TREMBLING BEFORE G-D (New Yorker/Mongrel Media, 2001) D: Sandi Simcha Dubowski. Two discs. Rating: NNNN

the best documentaries combine human drama with education in completely unexpected ways. Trembling Before G-d is about the spiritual crisis confronting gay Orthodox Jews, whose religious leaders tend to treat them as abominations. Who knew? Having been extensively exposed to Irish Catholicism in my childhood, my response to a religion that condemned my sexuality would be to find another religion. But director Sandi Dubowski, himself gay and Orthodox, has found subjects for whom this is apparently not an option.

Journeying from New York to Israel, he finds a handful of people who will speak on camera but even more who will condemn them, and rabbis who agonize over the issue.

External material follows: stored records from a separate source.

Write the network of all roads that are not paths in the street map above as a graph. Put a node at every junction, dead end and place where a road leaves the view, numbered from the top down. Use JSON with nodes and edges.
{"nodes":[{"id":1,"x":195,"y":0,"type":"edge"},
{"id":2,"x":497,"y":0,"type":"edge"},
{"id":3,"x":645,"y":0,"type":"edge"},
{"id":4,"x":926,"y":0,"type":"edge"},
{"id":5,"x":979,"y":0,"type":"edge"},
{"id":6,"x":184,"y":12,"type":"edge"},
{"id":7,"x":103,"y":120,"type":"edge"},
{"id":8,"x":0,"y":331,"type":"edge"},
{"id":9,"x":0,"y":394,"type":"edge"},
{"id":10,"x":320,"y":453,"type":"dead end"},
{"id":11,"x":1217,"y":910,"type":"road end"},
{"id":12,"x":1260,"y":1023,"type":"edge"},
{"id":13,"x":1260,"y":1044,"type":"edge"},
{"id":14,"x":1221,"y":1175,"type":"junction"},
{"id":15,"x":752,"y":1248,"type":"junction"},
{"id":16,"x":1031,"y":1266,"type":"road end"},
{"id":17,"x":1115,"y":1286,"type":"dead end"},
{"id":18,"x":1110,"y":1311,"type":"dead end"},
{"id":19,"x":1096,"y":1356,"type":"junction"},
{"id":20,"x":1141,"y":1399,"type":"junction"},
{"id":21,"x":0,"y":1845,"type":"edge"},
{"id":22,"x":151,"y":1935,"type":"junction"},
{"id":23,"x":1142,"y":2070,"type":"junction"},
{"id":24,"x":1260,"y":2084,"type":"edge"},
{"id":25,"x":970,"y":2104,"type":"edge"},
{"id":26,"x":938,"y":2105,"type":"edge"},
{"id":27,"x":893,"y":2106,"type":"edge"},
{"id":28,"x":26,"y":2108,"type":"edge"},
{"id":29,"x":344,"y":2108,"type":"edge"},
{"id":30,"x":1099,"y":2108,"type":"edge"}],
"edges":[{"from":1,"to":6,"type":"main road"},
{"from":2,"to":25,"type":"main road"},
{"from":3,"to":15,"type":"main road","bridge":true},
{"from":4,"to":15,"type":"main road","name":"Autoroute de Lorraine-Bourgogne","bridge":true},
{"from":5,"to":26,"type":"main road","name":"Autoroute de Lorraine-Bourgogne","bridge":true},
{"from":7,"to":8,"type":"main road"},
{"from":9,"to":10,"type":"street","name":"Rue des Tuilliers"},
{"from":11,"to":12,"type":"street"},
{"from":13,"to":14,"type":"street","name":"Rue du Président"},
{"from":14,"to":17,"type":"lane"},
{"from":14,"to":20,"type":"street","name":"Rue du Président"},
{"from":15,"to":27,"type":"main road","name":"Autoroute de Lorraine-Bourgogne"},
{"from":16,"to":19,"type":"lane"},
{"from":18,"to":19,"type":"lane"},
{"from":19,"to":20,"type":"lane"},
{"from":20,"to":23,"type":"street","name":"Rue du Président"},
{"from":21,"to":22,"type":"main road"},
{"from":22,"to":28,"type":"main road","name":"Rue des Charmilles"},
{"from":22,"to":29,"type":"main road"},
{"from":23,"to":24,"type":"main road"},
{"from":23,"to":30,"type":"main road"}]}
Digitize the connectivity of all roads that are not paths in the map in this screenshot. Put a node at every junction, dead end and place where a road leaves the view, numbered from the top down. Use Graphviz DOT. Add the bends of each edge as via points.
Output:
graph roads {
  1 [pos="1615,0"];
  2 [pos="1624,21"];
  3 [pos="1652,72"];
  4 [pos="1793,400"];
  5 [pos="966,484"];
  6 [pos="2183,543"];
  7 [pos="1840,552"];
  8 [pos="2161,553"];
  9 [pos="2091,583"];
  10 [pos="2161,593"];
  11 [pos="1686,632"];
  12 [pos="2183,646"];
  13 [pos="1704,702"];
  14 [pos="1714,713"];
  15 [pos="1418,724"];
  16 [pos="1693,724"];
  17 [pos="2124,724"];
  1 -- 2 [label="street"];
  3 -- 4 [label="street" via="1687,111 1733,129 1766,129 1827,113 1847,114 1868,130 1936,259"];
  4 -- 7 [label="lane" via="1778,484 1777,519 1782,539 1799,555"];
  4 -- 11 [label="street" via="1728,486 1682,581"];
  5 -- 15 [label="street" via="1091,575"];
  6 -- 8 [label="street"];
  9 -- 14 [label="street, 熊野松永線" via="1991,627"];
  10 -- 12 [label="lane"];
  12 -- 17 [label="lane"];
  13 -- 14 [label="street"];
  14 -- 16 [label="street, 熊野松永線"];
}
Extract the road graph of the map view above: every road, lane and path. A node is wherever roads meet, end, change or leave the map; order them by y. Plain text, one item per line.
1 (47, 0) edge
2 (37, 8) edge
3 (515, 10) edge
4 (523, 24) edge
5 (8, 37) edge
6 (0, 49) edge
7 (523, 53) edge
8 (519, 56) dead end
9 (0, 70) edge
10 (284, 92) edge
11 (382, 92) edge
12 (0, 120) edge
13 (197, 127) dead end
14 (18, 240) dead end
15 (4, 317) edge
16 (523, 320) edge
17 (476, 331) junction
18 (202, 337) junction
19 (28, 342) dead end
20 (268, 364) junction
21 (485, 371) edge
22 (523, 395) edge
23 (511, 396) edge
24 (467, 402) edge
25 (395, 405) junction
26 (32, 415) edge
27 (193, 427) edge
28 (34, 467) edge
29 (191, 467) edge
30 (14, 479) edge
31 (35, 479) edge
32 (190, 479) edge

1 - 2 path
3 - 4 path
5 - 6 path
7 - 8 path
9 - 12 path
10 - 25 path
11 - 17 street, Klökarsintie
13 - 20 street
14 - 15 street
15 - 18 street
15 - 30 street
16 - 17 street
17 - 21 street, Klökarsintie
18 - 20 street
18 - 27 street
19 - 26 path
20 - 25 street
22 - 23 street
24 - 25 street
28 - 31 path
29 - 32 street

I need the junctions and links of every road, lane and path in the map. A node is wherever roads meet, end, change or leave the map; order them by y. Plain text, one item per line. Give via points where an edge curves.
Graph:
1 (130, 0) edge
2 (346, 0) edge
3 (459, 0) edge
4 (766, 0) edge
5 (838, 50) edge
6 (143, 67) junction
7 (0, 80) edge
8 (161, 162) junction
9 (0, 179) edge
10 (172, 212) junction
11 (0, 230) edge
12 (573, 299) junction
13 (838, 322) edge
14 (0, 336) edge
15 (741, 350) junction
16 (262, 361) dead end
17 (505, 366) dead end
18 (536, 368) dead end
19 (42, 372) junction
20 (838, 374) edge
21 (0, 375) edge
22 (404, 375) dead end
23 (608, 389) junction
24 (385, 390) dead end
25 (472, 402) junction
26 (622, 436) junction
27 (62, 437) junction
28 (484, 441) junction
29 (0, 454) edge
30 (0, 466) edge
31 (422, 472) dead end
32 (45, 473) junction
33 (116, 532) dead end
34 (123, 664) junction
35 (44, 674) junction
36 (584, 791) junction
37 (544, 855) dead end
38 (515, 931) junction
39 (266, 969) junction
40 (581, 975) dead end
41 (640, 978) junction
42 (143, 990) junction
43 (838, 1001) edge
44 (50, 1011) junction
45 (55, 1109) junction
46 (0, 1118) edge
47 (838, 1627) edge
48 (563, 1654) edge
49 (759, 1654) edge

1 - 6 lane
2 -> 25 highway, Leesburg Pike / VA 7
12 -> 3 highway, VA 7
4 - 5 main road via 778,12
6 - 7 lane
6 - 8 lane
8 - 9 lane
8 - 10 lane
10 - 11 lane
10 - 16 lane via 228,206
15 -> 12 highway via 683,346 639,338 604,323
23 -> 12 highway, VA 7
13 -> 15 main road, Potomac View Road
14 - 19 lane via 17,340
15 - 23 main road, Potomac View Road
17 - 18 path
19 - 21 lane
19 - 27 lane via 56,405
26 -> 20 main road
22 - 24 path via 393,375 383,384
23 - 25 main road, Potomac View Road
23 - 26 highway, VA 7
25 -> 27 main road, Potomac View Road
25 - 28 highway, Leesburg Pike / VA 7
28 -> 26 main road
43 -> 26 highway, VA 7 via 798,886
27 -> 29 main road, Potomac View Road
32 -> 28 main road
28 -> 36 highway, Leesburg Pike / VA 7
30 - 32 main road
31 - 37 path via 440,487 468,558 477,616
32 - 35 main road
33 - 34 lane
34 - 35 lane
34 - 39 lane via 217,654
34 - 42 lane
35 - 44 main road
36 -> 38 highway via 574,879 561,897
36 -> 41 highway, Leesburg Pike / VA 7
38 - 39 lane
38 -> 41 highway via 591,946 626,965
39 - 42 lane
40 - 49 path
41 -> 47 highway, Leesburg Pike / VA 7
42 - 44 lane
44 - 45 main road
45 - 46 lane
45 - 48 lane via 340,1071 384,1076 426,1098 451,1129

A fascinating document on its own, New Yorker has loaded the second disc with extras, including a short feature about taking the film out on the road (“We had the Christian right and the Orthodox Jews picketing us,” observes Dubowski. “I like to say we do interfaith work”), further interview material with the film’s subjects and Dubowski’s short film Tomboychik. The DVD issue does full justice to this tremendously moving film.

DVD EXTRAS Trembling On The Road, Tomboychik, director interview, More With Rabbi Steve Greenberg: The First Openly Gay Orthodox Rabbi, more with the rabbis, deleted scene, interview follow-ups, theatrical trailer, English with optional English, Hebrew and Spanish subtitles.

THE ADVENTURES OF INDIANA JONES (Lucasfilm/Paramount, 1981, 1984, 1989) D: Steven Spielberg, w/ Harrison Ford, John Rhys-Davies. Four discs. Rating: NNNN

raiders of the lost ark holds up magnificently in this new transfer, and it may even live up to the claim made in the publicity: the greatest action-adventure movie ever. It’s certainly in the top five. Indiana Jones And The Last Crusade is a fitting closer to the series, and let’s hope the rumours of a fourth film are just that, since Harrison Ford is now older than Sean Connery was when the latter played Harrison’s father in Last Crusade.

On the downside, there are no commentaries, since Spielberg doesn’t believe in them, and because it’s only available as a boxed set, you have to buy The Temple Of Doom along with Raiders Of The Lost Ark and Indiana Jones And The Last Crusade.

On the upside, this is the second-most anticipated release in the history of DVDs, and because George Lucas has repeatedly said the original Star Wars films will never be released on DVD (only the “upgraded” special editions will hit the streets), it may be the most looked-forward-to.

This time, Lucas and Spielberg haven’t fucked with the product. All three films are unaltered, which is a relief given L&S’s history in this area. The box says “Indiana Jones And The Raiders Of The Lost Ark,” a marketing decision to unify the series, but the film itself still says “Raiders Of The Lost Ark.”

They’ve gone movies-only on the first three discs, which leaves lots of room for the transfers. The fourth disc has about three hours of making-of material, calling on pretty much all the creative personnel who are still alive. It also includes goodies like a Tom Selleck-Sean Young screen test for Indy and Marion, and the main trailers, including the 1988 “just another day at the office” teaser for Last Crusade.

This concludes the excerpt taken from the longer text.